バリを取ってくれてやると、色んな面から眺めながら出口へ向かい、陽の光を当てていた。

ゲルを細かく《散開》させ、型に注いで凸型を押し込んで固める。今度はトゥルトゥルな容器になった。スキルでの試作はこのくらいで良いだろう。容器と蓋の型を鉄で作り直し、出しっ放しのUFOへと飛んでった。

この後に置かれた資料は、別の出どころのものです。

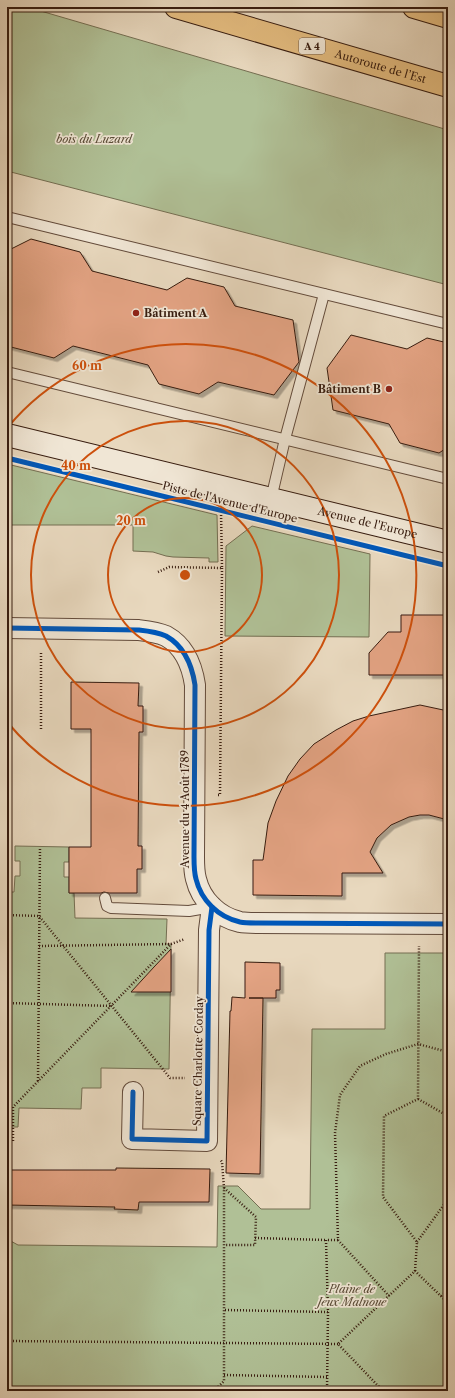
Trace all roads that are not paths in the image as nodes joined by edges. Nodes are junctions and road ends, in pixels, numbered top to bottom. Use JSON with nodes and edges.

型にゲルのトロトロを流し込み、予熱を与えた窯にセット。熱いので直ぐに蓋をし耐熱処理もして食堂へと戻る。
なんか女達が集まってるな。

「カケル、できた」

「なんぞ?」

イゼッタが何か作って、女達が集まったらしい。輪の中に入ると、さっきくれてやったボコボコ容器に魔法で光の粒を入れ、光を乱反射させる照明器具にしたようだ。お洒落なお店にありそうな感じだな。

「キレイに出来たね。魔道具としての需要もありそうだ」

「でそでそ」

この一件のおかげで、島に窯を作る事になった。UFOに設置した窯よりデカい物を作らねばならんが、容器の増産の事を考えればやらん訳にはいかん。平地…作るか…。

窯で焼いていた容器はと言うと、だいぶキレイに焼き上がった。キレイ過ぎて転売起きそう。